Since the island is made up of mountainous terrain dominated by steep slopes, traditional power lines are complicated to install and maintain. Casa Pueblo, a community self-management project in Adjuntas, Puerto Rico, launched their “50% With Sun” project to apply solar energy as a potential solution for rural communities. Their project aims to adapt half of the island’s power to solar power generated at the point of consumption by the year 2027.
“I had no practical experience with solar power outside of my classes so it was cool to see an organization’s practical use of renewable energy being applied as a source for good,” said Kelly Moran, senior majoring in mechanical engineering, minoring in energy studies, and a leader on the Student Energy Board.

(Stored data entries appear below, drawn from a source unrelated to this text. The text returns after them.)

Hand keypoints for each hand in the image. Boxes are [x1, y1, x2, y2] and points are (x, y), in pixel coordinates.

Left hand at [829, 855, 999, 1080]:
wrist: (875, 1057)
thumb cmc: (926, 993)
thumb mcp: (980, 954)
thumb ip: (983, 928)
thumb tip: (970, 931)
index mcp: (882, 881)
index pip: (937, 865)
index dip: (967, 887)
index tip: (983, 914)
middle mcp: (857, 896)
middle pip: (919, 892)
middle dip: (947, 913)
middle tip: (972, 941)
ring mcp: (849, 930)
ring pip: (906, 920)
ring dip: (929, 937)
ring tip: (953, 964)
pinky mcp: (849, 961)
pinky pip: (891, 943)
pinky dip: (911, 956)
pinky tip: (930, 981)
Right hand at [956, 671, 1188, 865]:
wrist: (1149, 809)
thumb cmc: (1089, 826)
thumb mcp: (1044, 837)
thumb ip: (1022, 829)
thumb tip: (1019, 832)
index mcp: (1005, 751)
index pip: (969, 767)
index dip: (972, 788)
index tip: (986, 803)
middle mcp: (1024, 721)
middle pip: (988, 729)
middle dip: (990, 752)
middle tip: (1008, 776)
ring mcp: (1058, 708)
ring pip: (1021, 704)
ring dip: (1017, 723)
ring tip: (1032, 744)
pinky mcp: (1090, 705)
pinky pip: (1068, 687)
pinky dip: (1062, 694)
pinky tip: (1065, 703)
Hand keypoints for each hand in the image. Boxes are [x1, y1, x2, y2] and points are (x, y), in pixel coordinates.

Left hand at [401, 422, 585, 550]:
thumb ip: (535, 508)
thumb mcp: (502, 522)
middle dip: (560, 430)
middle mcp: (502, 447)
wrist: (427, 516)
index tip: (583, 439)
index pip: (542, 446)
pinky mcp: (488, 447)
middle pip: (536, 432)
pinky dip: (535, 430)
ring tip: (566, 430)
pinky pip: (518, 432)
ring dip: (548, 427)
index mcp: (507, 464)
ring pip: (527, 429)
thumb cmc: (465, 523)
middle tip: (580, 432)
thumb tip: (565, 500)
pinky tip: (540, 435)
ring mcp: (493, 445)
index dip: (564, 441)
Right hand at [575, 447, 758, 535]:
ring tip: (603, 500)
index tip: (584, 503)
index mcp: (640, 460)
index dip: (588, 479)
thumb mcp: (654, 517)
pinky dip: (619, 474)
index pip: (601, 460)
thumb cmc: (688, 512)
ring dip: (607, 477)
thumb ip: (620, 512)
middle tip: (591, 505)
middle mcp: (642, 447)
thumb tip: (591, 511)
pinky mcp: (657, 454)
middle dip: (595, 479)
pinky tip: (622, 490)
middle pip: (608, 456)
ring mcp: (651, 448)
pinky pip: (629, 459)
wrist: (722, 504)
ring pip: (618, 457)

Notre Dame students spent nearly four days with Casa Pueblo learning about the organization, their community center in Adjuntas, why they were so successful at bringing solar power into the local community, and experienced what it was like to live with unreliable energy. Casa Pueblo has helped provide 14,000 solar lamps throughout small communities around Adjuntas. Additionally, they are working towards developing a dedicated solar community in Adjuntas by building a community-owned microgrid co-op with local businesses to help power equipment that is necessary for survival.
“Where the continental United States applies solar energy in terms of maximizing economic benefit, Casa Pueblo is utilizing it for resiliency and powering day-to-day activities, like dialysis machines or refrigerating medications,” said John Quinlan, 2020 Notre Dame graduate of science-business. “For Puerto Rico, it is much more about serving individual community needs and sustainable long-term solutions for the island.”
After coming back to campus, many students began working towards supporting Puerto Rico and the mission of Casa Pueblo to implement solar energy. Quinlan and other students worked on a writing letter campaign to communicate the need for financial and political support, as well as sustainable energy, on the island. Meanwhile, Kerr is currently coordinating with fellow students to help Arturo Massol Deyá, executive director of Casa Pueblo, create a solar lab for Puerto Rican children to learn about the technology side of solar energy, supported by the Let’s Share the Sun Foundation. Energy Study Minor students also worked to help educate local South Bend middle school students about Puerto Rico and their move towards energy sustainability.